Work request
Only the lines from the one containing "Build a routing" to the end of the records should be given again, word for word and in full.

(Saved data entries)

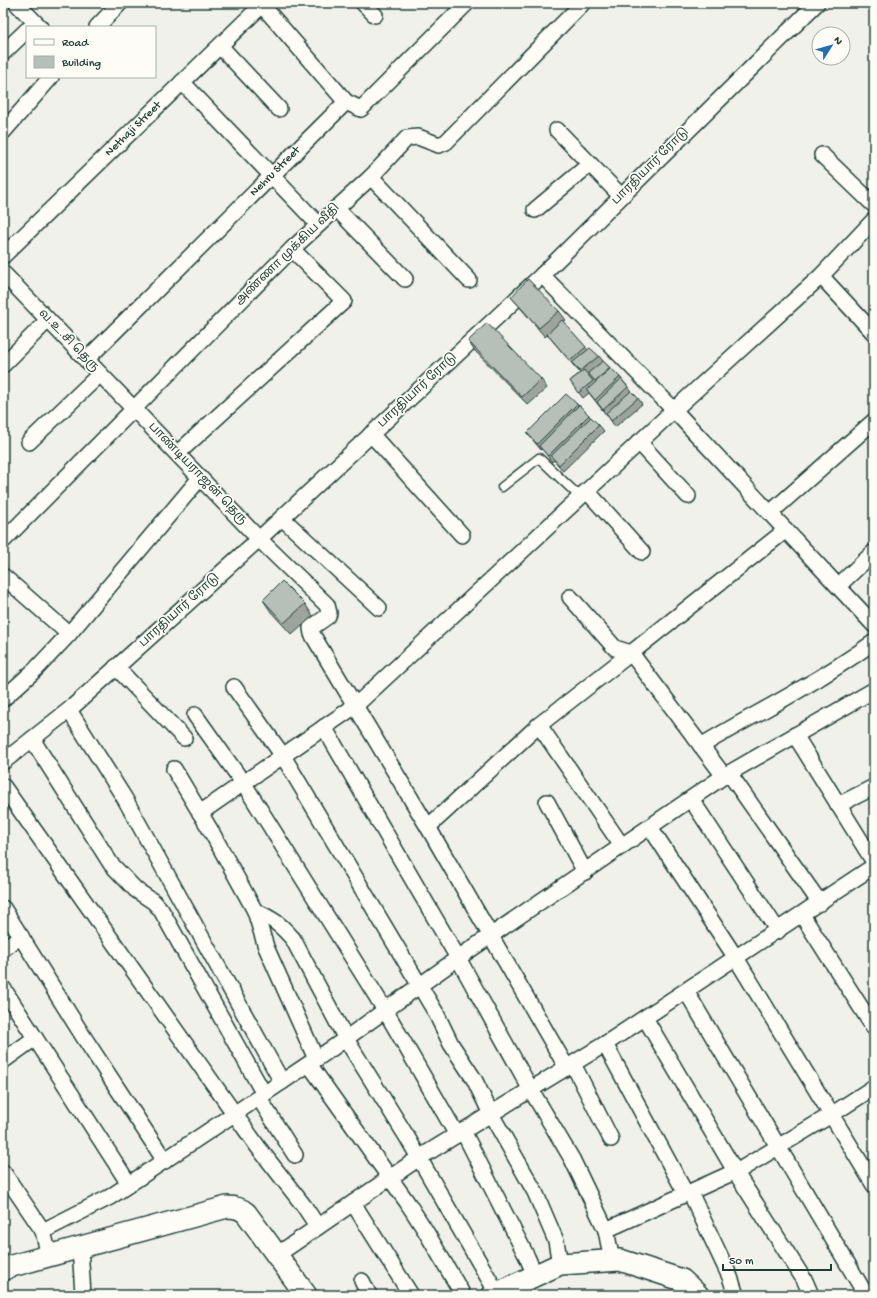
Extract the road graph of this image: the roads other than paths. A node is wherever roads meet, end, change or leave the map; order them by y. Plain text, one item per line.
1 (16, 3) edge
2 (120, 3) edge
3 (363, 3) edge
4 (467, 3) edge
5 (583, 3) edge
6 (817, 3) edge
7 (263, 4) edge
8 (375, 15) dead end
9 (33, 26) edge
10 (98, 26) edge
11 (26, 32) edge
12 (220, 46) junction
13 (3, 53) edge
14 (50, 78) edge
15 (182, 82) junction
16 (346, 102) junction
17 (279, 109) dead end
18 (557, 130) dead end
19 (3, 132) edge
20 (822, 155) dead end
21 (590, 164) junction
22 (272, 176) junction
23 (371, 177) junction
24 (621, 196) junction
25 (874, 205) edge
26 (336, 208) junction
27 (535, 210) dead end
28 (874, 220) edge
29 (318, 224) junction
30 (292, 249) junction
31 (3, 256) edge
32 (3, 273) edge
33 (542, 275) junction
34 (821, 276) junction
35 (405, 279) dead end
36 (469, 280) dead end
37 (48, 320) junction
38 (874, 333) edge
39 (86, 360) junction
40 (3, 365) edge
41 (100, 374) junction
42 (134, 409) junction
43 (674, 410) junction
44 (874, 422) edge
45 (371, 434) junction
46 (29, 442) dead end
47 (639, 442) junction
48 (178, 454) junction
49 (200, 478) junction
50 (502, 487) dead end
51 (584, 494) junction
52 (688, 496) dead end
53 (770, 513) junction
54 (282, 518) junction
55 (786, 530) junction
56 (462, 535) dead end
57 (259, 539) junction
58 (3, 541) edge
59 (642, 552) dead end
60 (874, 552) edge
61 (4, 578) edge
62 (838, 586) junction
63 (570, 597) dead end
64 (379, 608) dead end
65 (874, 625) edge
66 (69, 634) junction
67 (874, 642) edge
68 (631, 653) junction
69 (116, 667) junction
70 (234, 687) dead end
71 (874, 690) edge
72 (3, 699) edge
73 (355, 706) junction
74 (68, 710) junction
75 (195, 715) dead end
76 (539, 725) junction
77 (324, 727) junction
78 (795, 735) junction
79 (184, 738) dead end
80 (32, 739) junction
81 (701, 746) junction
82 (283, 756) junction
83 (3, 762) edge
84 (174, 769) dead end
85 (726, 775) junction
86 (244, 784) junction
87 (3, 786) edge
88 (874, 787) edge
89 (691, 799) junction
90 (547, 802) dead end
91 (838, 805) junction
92 (200, 813) junction
93 (428, 827) junction
94 (650, 827) junction
95 (622, 846) junction
96 (873, 870) edge
97 (585, 872) junction
98 (820, 903) junction
99 (3, 908) edge
100 (255, 911) junction
101 (802, 914) junction
102 (778, 931) junction
103 (21, 936) junction
104 (492, 936) junction
105 (3, 949) edge
106 (458, 958) junction
107 (736, 958) junction
108 (420, 986) junction
109 (3, 988) edge
110 (686, 991) junction
111 (385, 1010) junction
112 (645, 1018) junction
113 (874, 1028) edge
114 (35, 1038) junction
115 (346, 1039) junction
116 (605, 1044) junction
117 (3, 1061) edge
118 (312, 1062) junction
119 (570, 1066) junction
120 (282, 1082) junction
121 (874, 1087) edge
122 (531, 1090) junction
123 (261, 1096) junction
124 (234, 1114) junction
125 (491, 1114) junction
126 (831, 1115) junction
127 (460, 1133) junction
128 (611, 1139) dead end
129 (778, 1148) junction
130 (296, 1155) dead end
131 (419, 1158) junction
132 (165, 1161) junction
133 (3, 1172) edge
134 (736, 1172) junction
135 (391, 1178) junction
136 (129, 1184) junction
137 (874, 1185) edge
138 (688, 1193) junction
139 (354, 1203) junction
140 (318, 1227) junction
141 (606, 1230) junction
142 (46, 1243) junction
143 (80, 1247) junction
144 (284, 1250) junction
145 (558, 1252) junction
146 (611, 1254) junction
147 (528, 1260) junction
148 (3, 1270) edge
149 (362, 1281) dead end
150 (491, 1284) edge
151 (462, 1292) edge
152 (865, 1293) edge
153 (83, 1295) edge
154 (306, 1295) edge
155 (369, 1295) edge
156 (411, 1295) edge
157 (698, 1295) edge
158 (736, 1295) edge
159 (811, 1295) edge

1 - 9 street
2 - 10 street
3 - 8 street
4 - 16 street
5 - 23 street, அண்ணா முக்கிய வீதி
6 - 24 street, பாரதியார் ரோடு
7 - 12 street, Nethaji Street
7 - 16 street
11 - 13 street
12 - 15 street, Nethaji Street
12 - 17 street
14 - 19 street
15 - 22 street
15 - 31 street, Nethaji Street
16 - 22 street, Nehru Street
18 - 21 street
20 - 25 street
21 - 24 street
21 - 27 street
22 - 29 street
22 - 39 street, Nehru Street
23 - 26 street, அண்ணா முக்கிய வீதி
23 - 36 street
24 - 33 street, பாரதியார் ரோடு
26 - 29 street, அண்ணா முக்கிய வீதி
26 - 35 street
28 - 34 street
29 - 30 street, அண்ணா முக்கிய வீதி
30 - 42 street, அண்ணா முக்கிய வீதி
30 - 48 street
32 - 37 street, வ.உ.சி தெரு
33 - 43 street
33 - 45 street, பாரதியார் ரோடு
34 - 38 street
34 - 43 street
37 - 39 street, வ.உ.சி தெரு
37 - 40 street
39 - 41 street, வ.உ.சி தெரு
41 - 42 street, வ.உ.சி தெரு
41 - 46 street
42 - 48 street, பாண்டியராஜன் தெரு
42 - 58 street, அண்ணா முக்கிய வீதி
43 - 47 street
43 - 53 street
44 - 53 street
45 - 54 street, பாரதியார் ரோடு
45 - 56 street
47 - 51 street
47 - 52 street
48 - 49 street, பாண்டியராஜன் தெரு
49 - 57 street, பாண்டியராஜன் தெரு
49 - 66 street
50 - 51 lane
51 - 59 street
51 - 73 street
53 - 55 street
54 - 57 street, பாரதியார் ரோடு
54 - 64 street
55 - 62 street
55 - 68 street
57 - 69 street, பாரதியார் ரோடு
57 - 73 street, பாண்டியராஜன் தெரு
60 - 62 street
61 - 66 street
62 - 65 street
63 - 68 street
66 - 72 street
67 - 81 street
68 - 76 street
68 - 81 street
69 - 74 street, பாரதியார் ரோடு
69 - 79 street
70 - 82 street
71 - 78 street
73 - 77 street
73 - 93 street
74 - 80 street, பாரதியார் ரோடு
74 - 120 street
75 - 86 street
76 - 93 street
76 - 95 street
77 - 82 street
77 - 106 street
78 - 85 street
78 - 91 street
80 - 83 street, பாரதியார் ரோடு
80 - 123 street
81 - 85 street
82 - 86 street
82 - 108 street
84 - 92 street
85 - 89 street
85 - 98 street
86 - 92 street
86 - 111 street
87 - 124 street
88 - 91 street
89 - 94 street
89 - 102 street
90 - 97 street
91 - 96 street
92 - 100 street
93 - 104 street
94 - 95 street
94 - 107 street
95 - 97 street
96 - 98 street
97 - 104 street
98 - 101 street
99 - 103 street
100 - 115 street
100 - 118 street
101 - 102 street
101 - 113 street
102 - 107 street
103 - 105 street
103 - 132 street
104 - 106 street
104 - 119 street
106 - 108 street
106 - 122 street
107 - 110 street
107 - 126 street
108 - 111 street
108 - 125 street
109 - 114 street
110 - 112 street
110 - 129 street
111 - 115 street
111 - 127 street
112 - 116 street
112 - 134 street
114 - 117 street
114 - 136 street
115 - 118 street
115 - 131 street
116 - 119 street
116 - 138 street
118 - 120 street
118 - 135 street
119 - 122 street
119 - 128 street
120 - 123 street
121 - 126 street
122 - 125 street
122 - 141 street
123 - 124 street
123 - 130 street
124 - 132 street
124 - 140 street
125 - 127 street
125 - 145 street
126 - 129 street
126 - 137 street
127 - 131 street
127 - 147 street
129 - 134 street
129 - 152 street
131 - 135 street
131 - 150 street
132 - 136 street
133 - 142 street
134 - 138 street
134 - 159 street
135 - 139 street
135 - 151 street
136 - 142 street
138 - 141 street
138 - 158 street
139 - 140 street
139 - 156 street
140 - 144 street
141 - 146 street
142 - 143 street
142 - 148 street
143 - 144 street
143 - 153 street
144 - 154 street
145 - 146 street
145 - 147 street
146 - 157 street
147 - 150 street
149 - 155 street

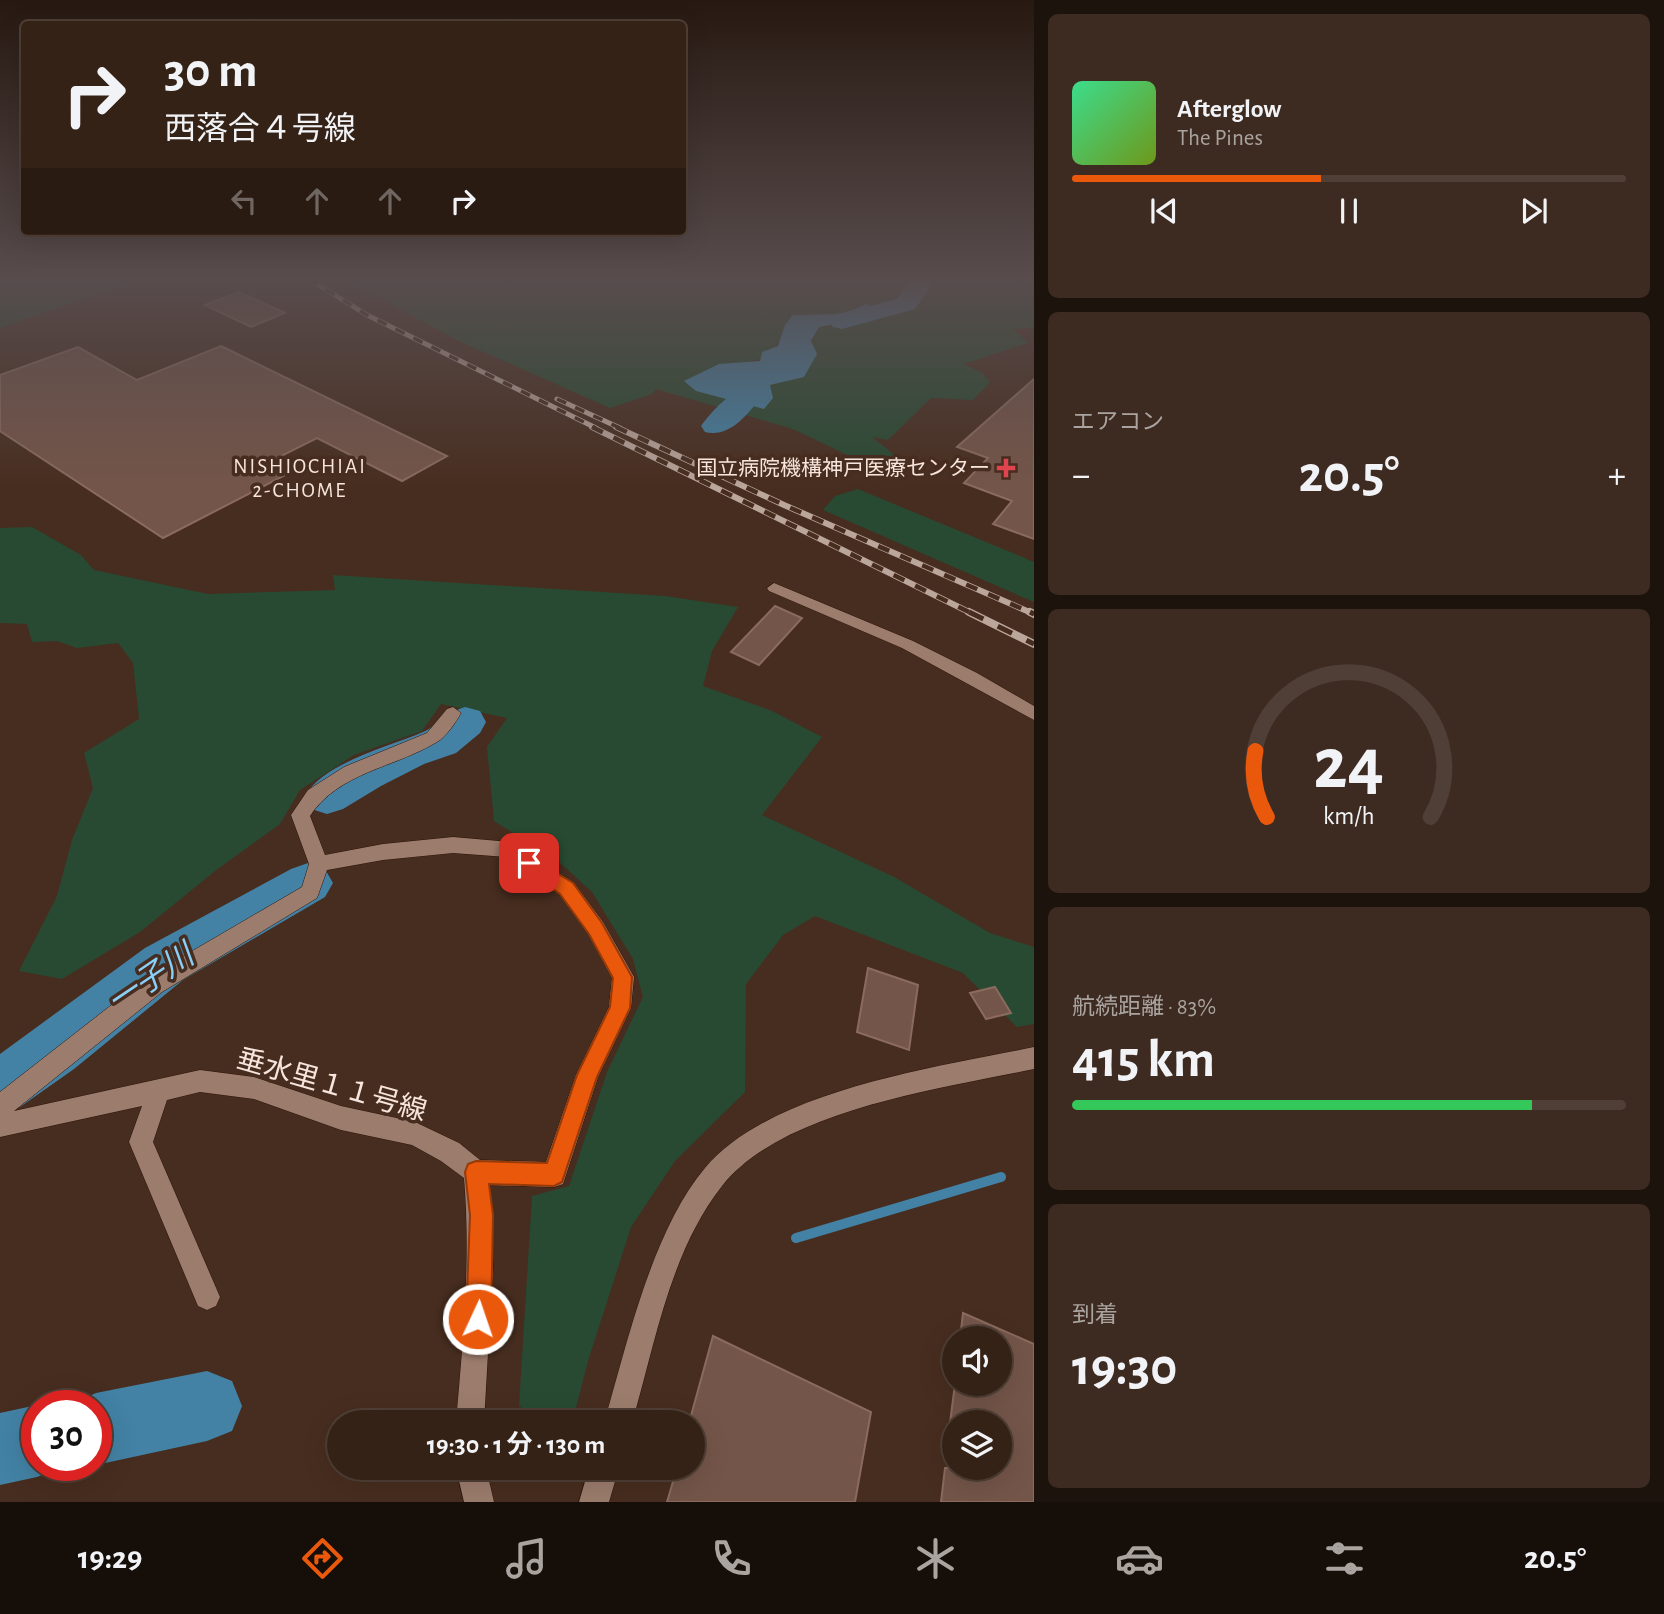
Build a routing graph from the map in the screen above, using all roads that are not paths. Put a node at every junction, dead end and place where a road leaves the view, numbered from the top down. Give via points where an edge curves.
1 (774, 588) dead end
2 (453, 713) dead end
3 (1034, 714) edge
4 (319, 864) junction
5 (1034, 1058) edge
6 (159, 1091) junction
7 (0, 1107) edge
8 (0, 1125) edge
9 (476, 1172) junction
10 (207, 1297) dead end
11 (471, 1410) edge
12 (622, 1410) edge
13 (474, 1480) edge
14 (600, 1480) edge
15 (479, 1502) edge
16 (594, 1502) edge

1 - 3 street via 916,647
2 - 4 street via 433,737 349,772 314,795 300,816
4 - 7 street via 310,892 154,985
4 - 9 street via 453,845 511,850 567,889 596,928 623,977 620,1008 587,1075 554,1175
5 - 12 street via 844,1104 769,1131 739,1151 716,1174 678,1237
6 - 8 street, 垂水里１１号線
6 - 9 street, 垂水里１１号線 via 200,1081 254,1087 341,1118 415,1135 450,1152
6 - 10 street via 141,1142
9 - 11 street via 481,1293
13 - 15 street
14 - 16 street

Output of the task
Build a routing graph from the map in the screen above, using all roads that are not paths. Put a node at every junction, dead end and place where a road leaves the view, numbered from the top down. Give via points where an edge curves.
1 (774, 588) dead end
2 (453, 713) dead end
3 (1034, 714) edge
4 (319, 864) junction
5 (1034, 1058) edge
6 (159, 1091) junction
7 (0, 1107) edge
8 (0, 1125) edge
9 (476, 1172) junction
10 (207, 1297) dead end
11 (471, 1410) edge
12 (622, 1410) edge
13 (474, 1480) edge
14 (600, 1480) edge
15 (479, 1502) edge
16 (594, 1502) edge

1 - 3 street via 916,647
2 - 4 street via 433,737 349,772 314,795 300,816
4 - 7 street via 310,892 154,985
4 - 9 street via 453,845 511,850 567,889 596,928 623,977 620,1008 587,1075 554,1175
5 - 12 street via 844,1104 769,1131 739,1151 716,1174 678,1237
6 - 8 street, 垂水里１１号線
6 - 9 street, 垂水里１１号線 via 200,1081 254,1087 341,1118 415,1135 450,1152
6 - 10 street via 141,1142
9 - 11 street via 481,1293
13 - 15 street
14 - 16 street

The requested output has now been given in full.